LISTED ENTRIES section start
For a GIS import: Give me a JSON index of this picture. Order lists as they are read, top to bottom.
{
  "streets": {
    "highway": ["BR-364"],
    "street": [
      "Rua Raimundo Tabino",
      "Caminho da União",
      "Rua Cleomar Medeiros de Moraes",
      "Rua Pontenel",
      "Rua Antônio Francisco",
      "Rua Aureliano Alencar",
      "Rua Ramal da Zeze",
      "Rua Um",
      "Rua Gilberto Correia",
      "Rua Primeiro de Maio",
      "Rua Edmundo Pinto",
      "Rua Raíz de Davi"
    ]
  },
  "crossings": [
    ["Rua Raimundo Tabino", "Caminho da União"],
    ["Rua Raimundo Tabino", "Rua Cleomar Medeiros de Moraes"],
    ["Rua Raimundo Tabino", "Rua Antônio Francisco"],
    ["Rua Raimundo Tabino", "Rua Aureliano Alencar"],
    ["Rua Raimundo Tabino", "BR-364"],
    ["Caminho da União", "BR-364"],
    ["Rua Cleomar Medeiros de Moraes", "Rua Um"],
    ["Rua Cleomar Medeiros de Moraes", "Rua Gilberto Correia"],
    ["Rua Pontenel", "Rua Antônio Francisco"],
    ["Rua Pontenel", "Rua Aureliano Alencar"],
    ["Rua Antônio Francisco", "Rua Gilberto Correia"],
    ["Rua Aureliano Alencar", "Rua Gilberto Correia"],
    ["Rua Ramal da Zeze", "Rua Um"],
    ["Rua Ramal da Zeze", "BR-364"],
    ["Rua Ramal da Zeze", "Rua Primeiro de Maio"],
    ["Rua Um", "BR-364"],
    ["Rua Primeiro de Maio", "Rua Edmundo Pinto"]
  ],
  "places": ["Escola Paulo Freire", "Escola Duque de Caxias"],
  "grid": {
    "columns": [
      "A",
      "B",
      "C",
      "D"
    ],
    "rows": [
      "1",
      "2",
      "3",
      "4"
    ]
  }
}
LISTED ENTRIES section end
* _TASK OBJECTIVE_
Having gone through the data above, repeat it exactly.

* _WRITTEN SOLUTION_
For a GIS import: Give me a JSON index of this picture. Order lists as they are read, top to bottom.
{
  "streets": {
    "highway": ["BR-364"],
    "street": [
      "Rua Raimundo Tabino",
      "Caminho da União",
      "Rua Cleomar Medeiros de Moraes",
      "Rua Pontenel",
      "Rua Antônio Francisco",
      "Rua Aureliano Alencar",
      "Rua Ramal da Zeze",
      "Rua Um",
      "Rua Gilberto Correia",
      "Rua Primeiro de Maio",
      "Rua Edmundo Pinto",
      "Rua Raíz de Davi"
    ]
  },
  "crossings": [
    ["Rua Raimundo Tabino", "Caminho da União"],
    ["Rua Raimundo Tabino", "Rua Cleomar Medeiros de Moraes"],
    ["Rua Raimundo Tabino", "Rua Antônio Francisco"],
    ["Rua Raimundo Tabino", "Rua Aureliano Alencar"],
    ["Rua Raimundo Tabino", "BR-364"],
    ["Caminho da União", "BR-364"],
    ["Rua Cleomar Medeiros de Moraes", "Rua Um"],
    ["Rua Cleomar Medeiros de Moraes", "Rua Gilberto Correia"],
    ["Rua Pontenel", "Rua Antônio Francisco"],
    ["Rua Pontenel", "Rua Aureliano Alencar"],
    ["Rua Antônio Francisco", "Rua Gilberto Correia"],
    ["Rua Aureliano Alencar", "Rua Gilberto Correia"],
    ["Rua Ramal da Zeze", "Rua Um"],
    ["Rua Ramal da Zeze", "BR-364"],
    ["Rua Ramal da Zeze", "Rua Primeiro de Maio"],
    ["Rua Um", "BR-364"],
    ["Rua Primeiro de Maio", "Rua Edmundo Pinto"]
  ],
  "places": ["Escola Paulo Freire", "Escola Duque de Caxias"],
  "grid": {
    "columns": [
      "A",
      "B",
      "C",
      "D"
    ],
    "rows": [
      "1",
      "2",
      "3",
      "4"
    ]
  }
}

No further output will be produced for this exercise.